By contrast, the cybercrime “mobs” that the team observed had hundreds or even thousands of members divided into multiple sub-groups each operating within a particular illegal revenue stream. This is roughly equivalent to the organizational structure of mafia or cosa nostra groups. For example, a group of 800 members of the forum called “Carders” primarily discussed drugs. A mob that included 1,447 members in the “L33tCrew” forum handled stolen Apple devices. Instead of having just one central leader, like a gang, several members of the mob share relatively equal centrality rankings.

social network graph mob

To get from Dunbar’s 150 to the thousand-member mobs that the Drexel researchers observed, it requires this broad distribution of leadership. And for this to occur there must be a system in place for earning trust and punishing those who violate it.

The trope of becoming a “made man,” or earning trust by performing a task to show loyalty, is central to the existence of organized crime. Joining the “family” in the parlance of organized crime, means the person is trusted.

In organized cybercrime, members earn trust by having positive transactions; meaning they deliver the goods they’ve promised. When they don’t deliver or deliver bad or faulty products, they can be banned from the group. Members can also be banned if it is discovered that they have duplicate accounts, in an attempt to manipulate the market for their goods or otherwise deceive members of the forum.

Being kicked out of the group isn’t as final a penalty in organized cybercrime as the, often fatal, recourse doled out to the mafia’s “moles,” “rats” and “stoolies.” Cyber operators can simply rejoin or use an undetected duplicate account to gain admittance.

The challenge that this fickle formulation of trust poses for law enforcement is that while it might be relatively easy to gain admittance to a forum, it wouldn’t be efficient to attempt to identify perpetrators. Few forum members would trust another member’s identity, even within the context of the forum duplicate accounts are quite common. Trust is based on transactions, so that’s where the team’s research would advise law enforcement to make its move.

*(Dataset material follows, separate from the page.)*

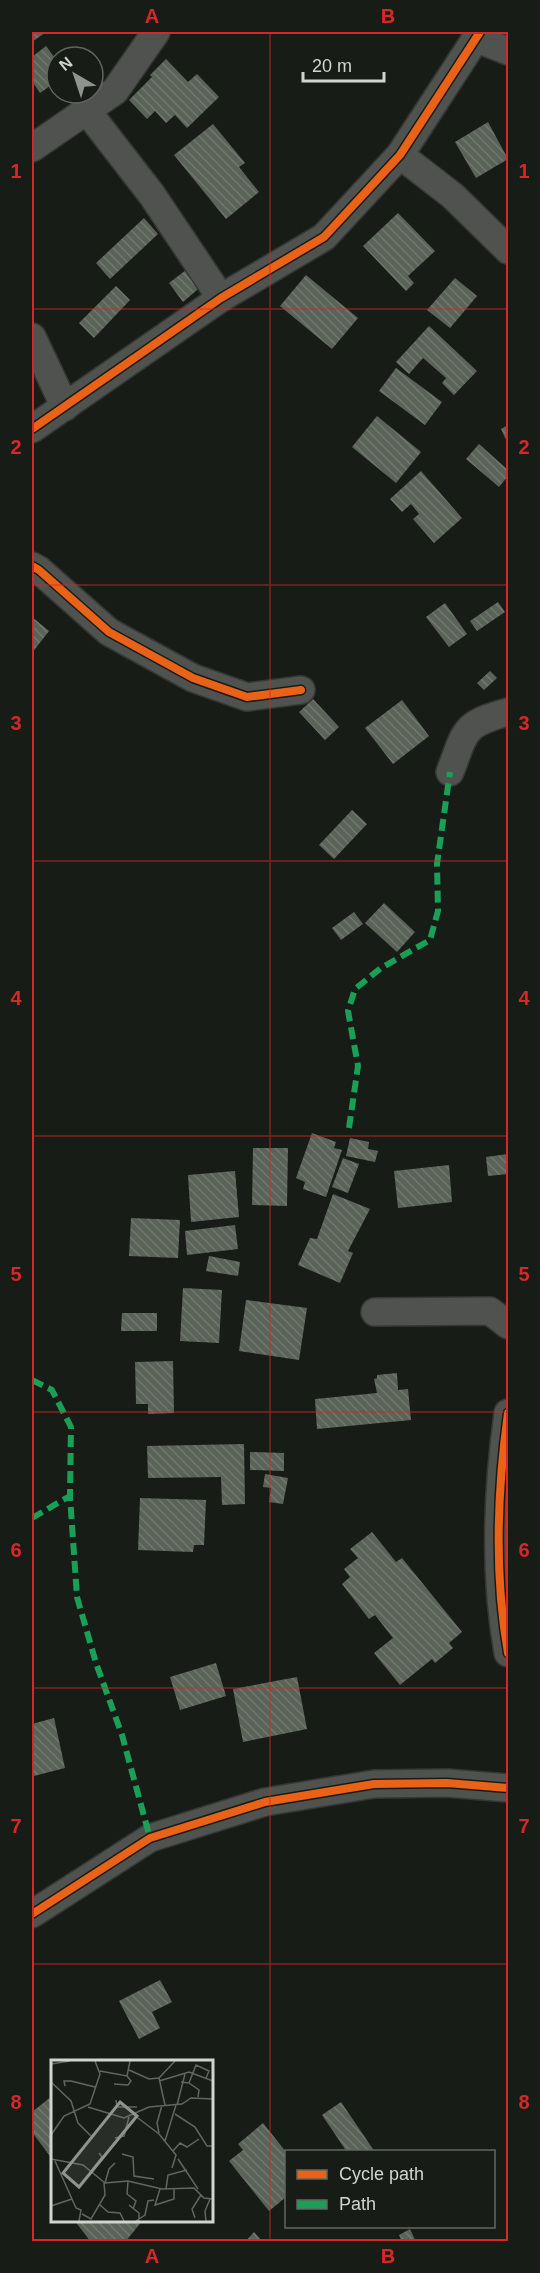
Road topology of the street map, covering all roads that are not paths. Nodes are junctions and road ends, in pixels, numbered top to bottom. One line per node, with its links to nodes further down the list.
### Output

“We saw sub groups that specialized in everything from stolen credit card numbers, to drugs, to stolen hardware,” Garg said. “But each forum shares a common characteristic: the e-currency it used. Some accepted payment on Paypal, other used WMZ or PSC for transactions, but every cybercriminal needs a way to get their money.”

This situation could be a point of vulnerability for organized cybercriminals—and one that could be exploited by law enforcement, according to the researchers.

“There is a bottleneck with the currencies—even cyber criminals need to have a way to clean their money,” Garg said. “E-currency companies already have the ability to collect information on who is using their product, if they are made to enforce laws or divulge criminal activities to authorities, it could be a way to catch cybercriminals or at least limit their activity.”

Garg notes that this method could also clarify the murkiness of international laws regarding cybercrime. If a cybercriminal is tracked to another country, it may be difficult to extradite them in order to prosecute. But if law enforcement follows the money trail—much like the federal agents reeling in Capone in 1920s—it might be possible to bring even the cagiest of organized cybercriminals to justice.

The group recently presented its findings at the Financial Cryptography and Data Security Conference. It is part of a series of investigations based on the forum data, that also includes a study on how to identify duplicate accounts and how erosion of trust can be used grind cybercrime commerce to a halt.